Pelabelan hoaks terhadap berita yang disusun jurnalis dan diterbitkan media massa tanpa bukti adalah tudingan sepihak. Tindakan itu serupa dengan upaya menghalang-halangi kerja jurnalistik dan mengancam kebebasan pers yang dilindungi Pasal 8 UU Pers Nomor 40 Tahun 1999. Bahwa dalam menjalankan profesinya, wartawan mendapat perlindungan hukum.

Sebelumnya, Rabu (8/2), jurnalis Sorot.co sempat dipaksa diduga aparat polisi tak berseragam untuk menghapus rekaman video tentang aksi dugaan kekerasan polisi terhadap warga yang diambilnya dalam proses peliputan.
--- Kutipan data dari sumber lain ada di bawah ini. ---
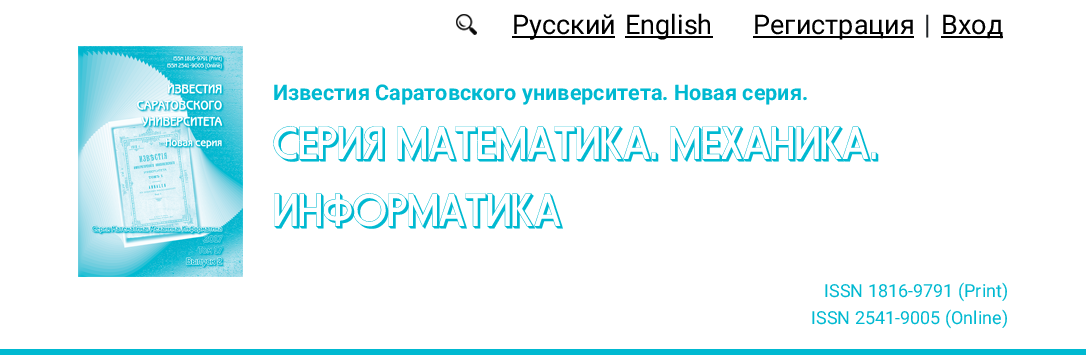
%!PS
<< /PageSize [1086 355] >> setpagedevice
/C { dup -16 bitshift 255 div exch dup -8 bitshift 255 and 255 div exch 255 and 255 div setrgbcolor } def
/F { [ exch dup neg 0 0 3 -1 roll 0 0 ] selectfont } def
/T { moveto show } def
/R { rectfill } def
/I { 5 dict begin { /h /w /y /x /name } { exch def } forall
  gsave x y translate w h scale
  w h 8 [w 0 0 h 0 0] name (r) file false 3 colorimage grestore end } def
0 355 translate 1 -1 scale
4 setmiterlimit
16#FFFFFF C
0 0 1086 355 R
(1.rgb) 456 14 21 21 I
16#000000 C
512 36 103 2 R
/Roboto-Regular 27 F
(Русский) 512 34 T
625 36 88 2 R
(English) 625 34 T
753 36 161 2 R
(Регистрация) 753 34 T
16#212529 C
(|) 924 34 T
16#000000 C
941 36 62 2 R
(Вход) 941 34 T
(2.rgb) 78 46 165 231 I
/Roboto-Bold 21.6 F
16#00B9D1 C
(Известия Саратовского университета. Новая серия.) 273 100 T
/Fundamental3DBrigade-Regular 45 F
(СЕРИЯ МАТЕМАТИКА. МЕХАНИКА.) 273 159 T
(ИНФОРМАТИКА) 273 226 T
/Roboto-Regular 18 F
(ISSN 1816-9791 \(Print\)) 824 297 T
(ISSN 2541-9005 \(Online\)) 811 324 T
0 349 1086 6 R
showpage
Padahal, dia sudah menunjukkan ID Pers dan seragam bertuliskan PWI. Dia dan beberapa rekan jurnalis lain sedang meliput kedatangan aparat polisi ke Wadas dengan dalih mengawal petugas Badan Pertanahan Nasional (BPN) untuk mengukur tanah yang berkaitan dengan Proyek Strategis Nasional (PSN) Bendungan Bener.

Aparat kepolisian di Wadas diketahui melakukan sejumlah tindak kekerasan terhadap warga, termasuk pemukulan dan penangkapan 67 orang.
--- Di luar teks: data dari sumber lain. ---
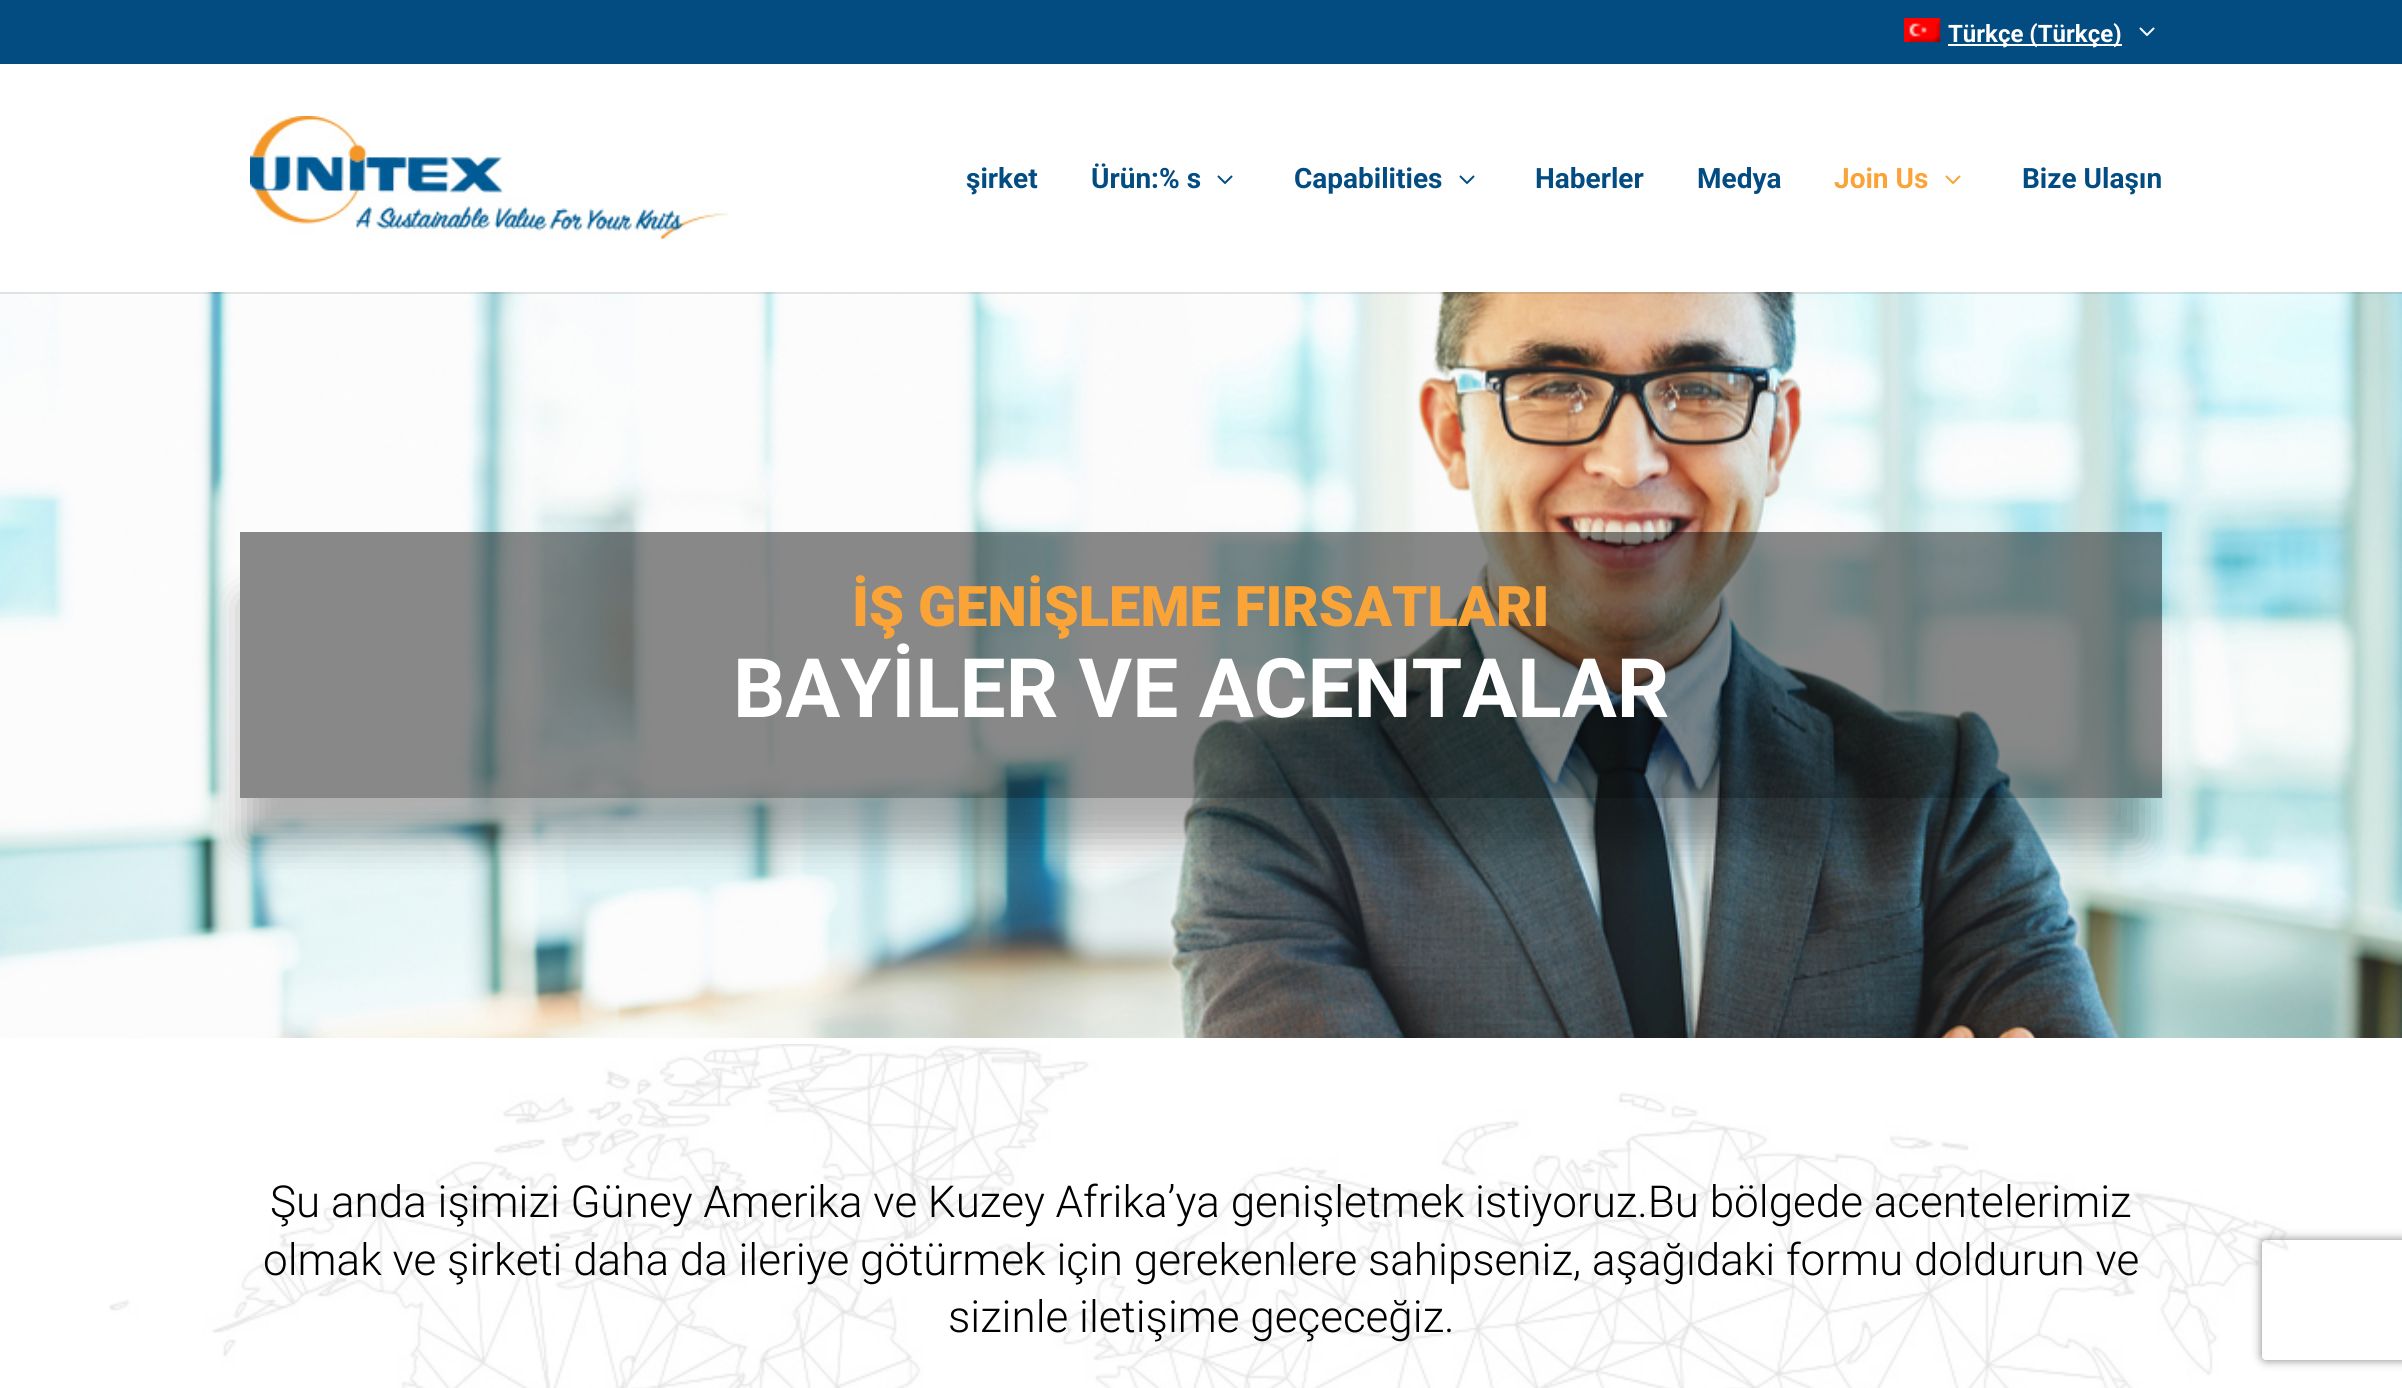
import math
import cairo


def use_color(cr, r, g, b):
  cr.set_source_rgb(r / 255, g / 255, b / 255)

def text(cr, x, y, s, family, size, color, bold=False, italic=False):
  cr.select_font_face(family, cairo.FONT_SLANT_ITALIC if italic else cairo.FONT_SLANT_NORMAL, cairo.FONT_WEIGHT_BOLD if bold else cairo.FONT_WEIGHT_NORMAL)
  cr.set_font_size(size)
  use_color(cr, *color)
  cr.move_to(x, y)
  cr.show_text(s)

def box(cr, x, y, w, h, *color):
  use_color(cr, *color)
  cr.rectangle(x, y, w, h)
  cr.fill()

def round_rect(cr, x, y, w, h, r):
  cr.new_sub_path()
  for i, (u, v) in enumerate([(x + w - r, y + h - r), (x + r, y + h - r), (x + r, y + r), (x + w - r, y + r)]):
    cr.arc(u, v, r, i * math.pi / 2, (i + 1) * math.pi / 2)
  cr.close_path()

def shadow(cr, x, y, w, h, r, blur, alpha):
  cr.push_group_with_content(cairo.CONTENT_ALPHA)
  cr.set_operator(cairo.OPERATOR_SOURCE)
  for i in range(15, -16, -2):
    e = blur * i / 6
    if min(w, h) + 2 * e > 0:
      cr.set_source_rgba(0, 0, 0, alpha * math.erfc((i - 1) / 8.5) / 2)
      round_rect(cr, x - e, y - e, w + 2 * e, h + 2 * e, max(0, min(r + e + blur * .6, min(w, h) / 2 + e)))
      cr.fill()
  cr.mask(cr.pop_group())

def picture(cr, path, x, y, w, h):
  cr.save()
  cr.set_source_surface(cairo.ImageSurface.create_from_png(path), x, y)
  cr.rectangle(x, y, w, h)
  cr.fill()
  cr.restore()

def draw(cr):
  use_color(cr, 2, 76, 130)
  cr.paint()
  picture(cr, "img_01.png", 1904, 18, 37, 24)
  box(cr, 1948, 44, 174, 2, 255, 255, 255)
  picture(cr, "img_02.png", 2139, 27, 16, 9)
  picture(cr, "img_06.png", 0, 292, 2402, 746)
  cr.set_source_rgba(0, 0, 0, 0.1)
  cr.rectangle(0, 292, 2402, 2)
  cr.fill()
  box(cr, 0, 64, 2402, 228, 255, 255, 255)
  picture(cr, "img_03.png", 250, 116, 478, 124)
  picture(cr, "img_04.png", 1217, 175, 16, 9)
  picture(cr, "img_04.png", 1459, 175, 16, 9)
  picture(cr, "img_05.png", 1945, 175, 16, 9)
  cr.save()
  cr.set_fill_rule(cairo.FILL_RULE_EVEN_ODD)
  cr.new_path()
  cr.move_to(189, 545)
  cr.line_to(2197, 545)
  cr.line_to(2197, 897)
  cr.line_to(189, 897)
  cr.close_path()
  cr.move_to(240, 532)
  cr.line_to(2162, 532)
  cr.line_to(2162, 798)
  cr.line_to(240, 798)
  cr.close_path()
  cr.clip()
  use_color(cr, 0, 0, 0)
  shadow(cr, 244, 600, 1898, 242, 0, 18, 0.3)
  cr.restore()
  cr.set_source_rgba(0, 0, 0, 0.46)
  cr.rectangle(240, 532, 1922, 266)
  cr.fill()
  box(cr, 0, 1038, 2402, 350, 255, 255, 255)
  picture(cr, "img_07.png", 109, 1044, 2180, 344)
  cr.save()
  cr.set_fill_rule(cairo.FILL_RULE_EVEN_ODD)
  cr.new_path()
  cr.move_to(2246, 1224)
  cr.line_to(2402, 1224)
  cr.line_to(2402, 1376)
  cr.line_to(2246, 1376)
  cr.close_path()
  cr.move_to(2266, 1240)
  cr.line_to(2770, 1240)
  cr.curve_to(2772, 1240, 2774, 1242, 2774, 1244)
  cr.line_to(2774, 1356)
  cr.curve_to(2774, 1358, 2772, 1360, 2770, 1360)
  cr.line_to(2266, 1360)
  cr.curve_to(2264, 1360, 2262, 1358, 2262, 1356)
  cr.line_to(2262, 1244)
  cr.curve_to(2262, 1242, 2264, 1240, 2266, 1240)
  cr.close_path()
  cr.clip()
  use_color(cr, 128, 128, 128)
  shadow(cr, 2262, 1240, 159, 120, 4, 5, 1)
  cr.restore()
  text(cr, 1948, 42, "Türkçe (Türkçe)", "Roboto", 24, (255, 255, 255), bold=True)
  text(cr, 966, 188, "şirket", "Roboto", 28, (2, 76, 130), bold=True)
  text(cr, 1091, 188, "Ürün:% s", "Roboto", 28, (2, 76, 130), bold=True)
  text(cr, 1294, 188, "Capabilities", "Roboto", 28, (2, 76, 130), bold=True)
  text(cr, 1535, 188, "Haberler", "Roboto", 28, (2, 76, 130), bold=True)
  text(cr, 1697, 188, "Medya", "Roboto", 28, (2, 76, 130), bold=True)
  text(cr, 1834, 188, "Join Us", "Roboto", 28, (250, 163, 55), bold=True)
  text(cr, 2022, 188, "Bize Ulaşın", "Roboto", 28, (2, 76, 130), bold=True)
  text(cr, 852, 626, "İŞ GENİŞLEME FIRSATLARI", "Roboto Black", 56, (250, 163, 55))
  text(cr, 733, 717, "BAYİLER VE ACENTALAR", "Roboto", 82, (255, 255, 255), bold=True)
  text(cr, 270, 1217, "Şu anda işimizi Güney Amerika ve Kuzey Afrika’ya genişletmek istiyoruz.Bu bölgede acentelerimiz", "Roboto Light", 44, (0, 0, 0))
  text(cr, 263, 1275, "olmak ve şirketi daha da ileriye götürmek için gerekenlere sahipseniz, aşağıdaki formu doldurun ve", "Roboto Light", 44, (0, 0, 0))
  text(cr, 948, 1332, "sizinle iletişime geçeceğiz.", "Roboto Light", 44, (0, 0, 0))


surface = cairo.ImageSurface(cairo.FORMAT_RGB24, 2402, 1388)
cr = cairo.Context(surface)
options = cairo.FontOptions()
options.set_hint_metrics(cairo.HINT_METRICS_OFF)
options.set_hint_style(cairo.HINT_STYLE_NONE)
cr.set_font_options(options)
cr.set_miter_limit(4)
draw(cr)
surface.write_to_png("out.png")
Shinta mengatakan, tindakan intimidasi dan memaksa jurnalis menghapus rekaman video hasil liputannya merupakan tindakan menghalang-halangi kerja-kerja jurnalistik yang dilindungi undang-undang.

Pasal 18 Ayat (1) UU Nomor 40 Tahun 1999 tentang Pers dengan tegas menyebutkan, bahwa setiap orang yang secara melawan hukum dengan sengaja melakukan tindakan yang berakibat menghambat atau menghalangi kerja jurnalistik diancam pidana penjara paling lama 2 tahun atau denda paling banyak Rp 500 juta.
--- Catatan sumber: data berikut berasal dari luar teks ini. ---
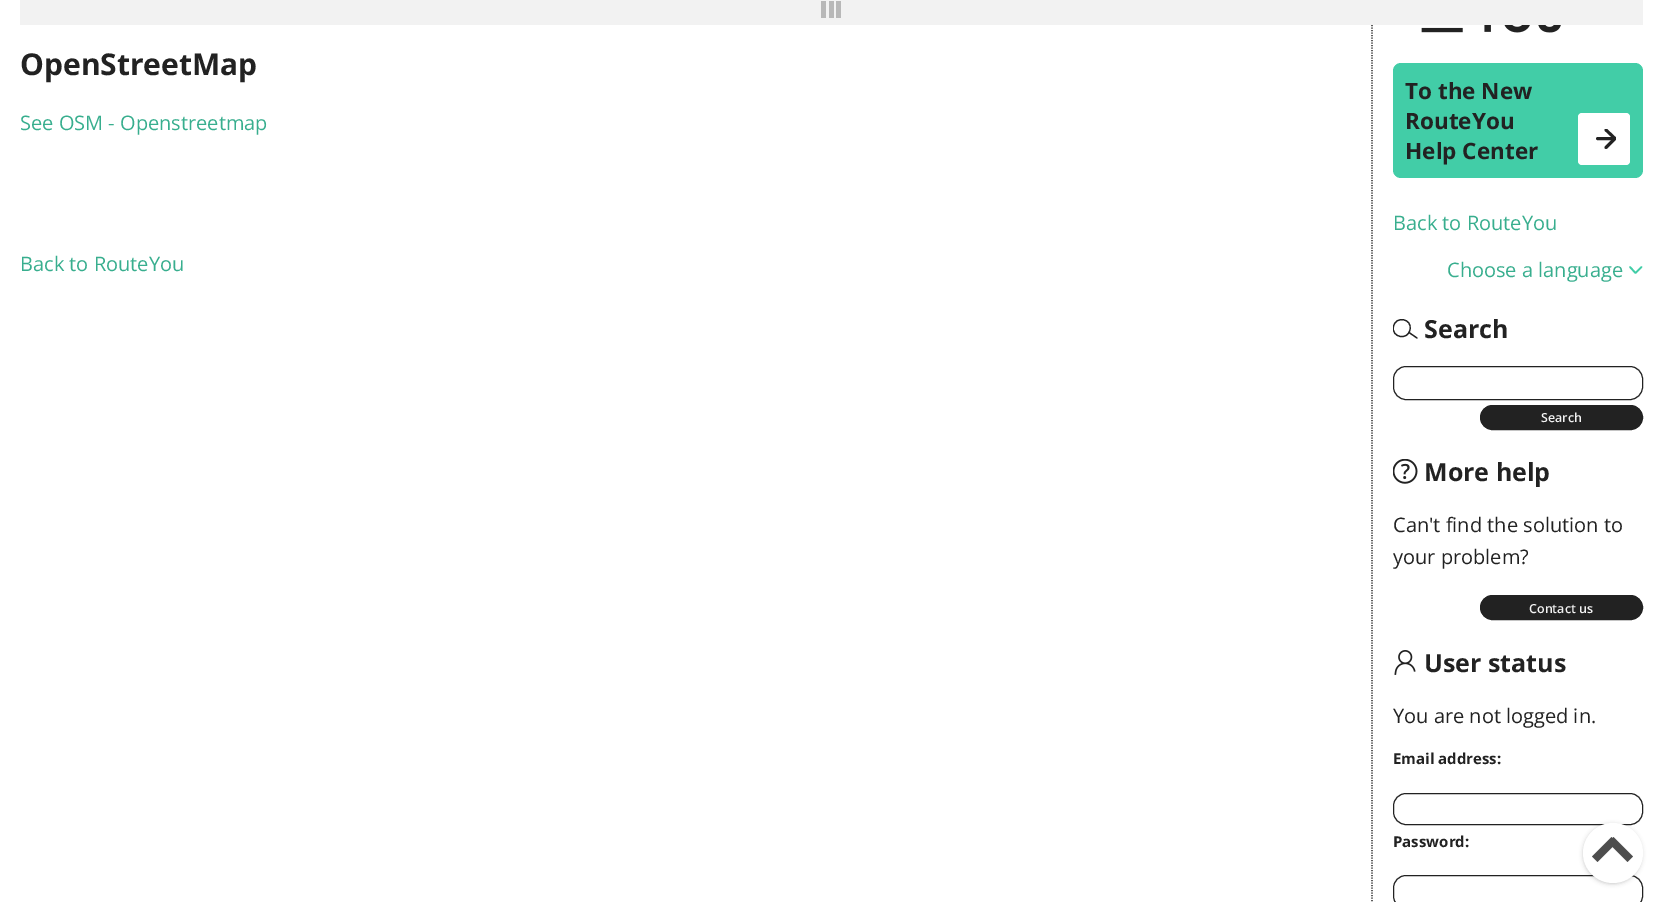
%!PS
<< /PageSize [1662 902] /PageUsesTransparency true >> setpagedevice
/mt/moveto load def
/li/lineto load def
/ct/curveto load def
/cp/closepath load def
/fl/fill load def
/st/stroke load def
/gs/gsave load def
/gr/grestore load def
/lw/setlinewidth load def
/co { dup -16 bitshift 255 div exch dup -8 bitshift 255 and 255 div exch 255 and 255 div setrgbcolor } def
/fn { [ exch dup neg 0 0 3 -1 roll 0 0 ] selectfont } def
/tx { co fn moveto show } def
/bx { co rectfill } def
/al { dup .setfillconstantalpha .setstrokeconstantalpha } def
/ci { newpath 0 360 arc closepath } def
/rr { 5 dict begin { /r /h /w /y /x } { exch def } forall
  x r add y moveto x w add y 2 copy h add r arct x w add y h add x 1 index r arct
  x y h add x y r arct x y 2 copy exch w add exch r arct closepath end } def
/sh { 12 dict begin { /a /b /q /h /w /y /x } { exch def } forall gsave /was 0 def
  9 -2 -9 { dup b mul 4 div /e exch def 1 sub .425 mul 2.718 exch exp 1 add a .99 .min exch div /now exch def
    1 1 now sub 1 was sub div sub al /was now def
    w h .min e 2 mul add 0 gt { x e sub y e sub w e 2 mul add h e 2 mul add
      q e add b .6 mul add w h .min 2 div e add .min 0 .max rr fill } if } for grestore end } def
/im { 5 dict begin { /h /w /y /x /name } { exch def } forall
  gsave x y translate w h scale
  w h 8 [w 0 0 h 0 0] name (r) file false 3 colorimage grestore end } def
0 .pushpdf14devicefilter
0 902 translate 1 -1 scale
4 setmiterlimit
0 0 1662 902 16#FFFFFF bx
16#222222 co
1.2 lw
[1.25 1.25] 0 setdash
1372 -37.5 mt 1372 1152.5 li st
20 0 1623 25 16#F2F2F2 bx
829 1 5 17 16#B8B8B8 bx
821 1 5 17 16#B8B8B8 bx
836 1 5 17 16#B8B8B8 bx
(media/1.raw) 1421 25 140 8 im
16#42CDA7 co
1393 63 250 115 8 rr fl
16#FFFFFF co
1578 113 52 52 4 rr fl
gs
1596 129 20 20 rectclip
16#222222 co
2.9 lw
1 setlinecap
1 setlinejoin
[] 0 setdash
1597.5 138.5 mt 1615 138.5 li 1615 138.5 mt 1606 130 li 1615 138.5 mt 1606 147.5 li st
gr
16#42CDA7 co
1.7 lw
1 setlinecap
1 setlinejoin
[] 0 setdash
1641.5 267 mt 1635.5 273 li 1630 267 li st
gs
1393 316 25 25 rectclip
16#222222 co
1.2 lw
0 setlinejoin
1393.5 326.5 mt 1395.5 315.5 1412.5 318.5 1410 329.5 ct 1408 341 1391 337.5 1393.5 326.5 ct cp st
gr
16#222222 co
1.2 lw
0 setlinejoin
1409 332.5 mt 1417 338 li st
1 lw
0 setlinecap
1393.5 366.5 249 33 12.5 rr st
1480.5 405.5 162 24 12 rr gs fl gr
st
(media/2.raw) 1393 459 25 25 im
1480.5 595.5 162 24 12 rr gs fl gr
st
(media/3.raw) 1394 650 22 25 im
1393.5 793.5 249 31 12.5 rr st
1393.5 875.5 249 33 12.5 rr st
16#000000 co
1584 825 57 58 28.5 2.5 .3 sh
16#FFFFFF co
1613 853 30 ci fl
16#4D4D4D co
1613.5 837 mt 1633 856.5 li 1627.5 862 li 1608 842.5 li cp fl
1611.5 837 mt 1617 842.5 li 1597.5 862 li 1592 856.5 li cp fl
(OpenStreetMap) 20 75 /OpenSans-Bold 30 16#222222 tx
(See OSM - Openstreetmap) 20 130 /OpenSans-Regular 20 16#38AE8E tx
(Back to RouteYou) 20 271 /OpenSans-Regular 20 16#38AE8E tx
(To the New) 1405 99 /OpenSans-Bold 22.5 16#222222 tx
(RouteYou) 1405 129 /OpenSans-Bold 22.5 16#222222 tx
(Help Center) 1405 159 /OpenSans-Bold 22.5 16#222222 tx
(Back to RouteYou) 1393 230 /OpenSans-Regular 20 16#38AE8E tx
(Choose a language) 1447 277 /OpenSans-Regular 20 16#38AE8E tx
(Search) 1424 338 /OpenSans-Bold 25 16#222222 tx
(Search) 1541 422 /OpenSans-SemiBold 12.5 16#F2F2F2 tx
(More help) 1424 481 /OpenSans-Bold 25 16#222222 tx
(Can't find the solution to) 1393 532 /OpenSans-Regular 20 16#222222 tx
(your problem?) 1393 564 /OpenSans-Regular 20 16#222222 tx
(Contact us) 1529 613 /OpenSans-SemiBold 12.5 16#F2F2F2 tx
(User status) 1424 672 /OpenSans-Bold 25 16#222222 tx
(You are not logged in.) 1393 723 /OpenSans-Regular 20 16#222222 tx
(Email address:) 1393 764 /OpenSans-Bold 15 16#222222 tx
(Password:) 1393 847 /OpenSans-Bold 15 16#222222 tx
.poppdf14devicefilter showpage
Atas tindakan intimidatif yang dilakukan para pihak terhadap para jurnalis yang meliput konflik Wadas, maka koaliasi dari AJI Yogyakarta, AJI Semarang, AJI Purwokerto, dan LBH Pers Yogyakarta, mengecam segala bentuk intimidasi yang dilakukan oleh siapa pun dan dalam bentuk apa pun terhadap jurnalis ketika bertugas.

“Mengimbau kepada semua pihak untuk menghargai kerja-kerja jurnalistik dan menghormati kebebasan pers di Indonesia. Sebab, jurnalis dalam menjalankan tugasnya dilindungi oleh hukum sesuai Pasal 8 UU Pers Nomor 40 Tahun 1999,” ujar Shinta.

Kemudian, memberikan pernyataan atau pelabelan pemberitaan media massa sebagai hoaks secara serampangan dan tanpa bukti merupakan bentuk kekerasan terhadap jurnalis dan melanggar Pasal 18 UU Pers Nomor 40 Tahun 1999.

Lalu, pemberian stempel hoaks atau berita bohong terhadap pemberitaan yang sudah melalui proses peliputan yang benar dan taat kode etik jurnalistik dapat merusak kepercayaan masyarakat terhadap jurnalis yang bekerja secara profesional.

“Bagi publik atau siapapun yang menilai pemberitaan media massa tidak akurat atau ada kekeliruan dapat menempuh mekanisme yang diatur UU Pers, yaitu menyampaikan hak jawab atau pelaporan kepada Dewan Pers. Kemerdekaan pers dijamin sebagai hak asasi warga negara (Pasal 4 ayat 1 UU Pers),” tegas Shinta.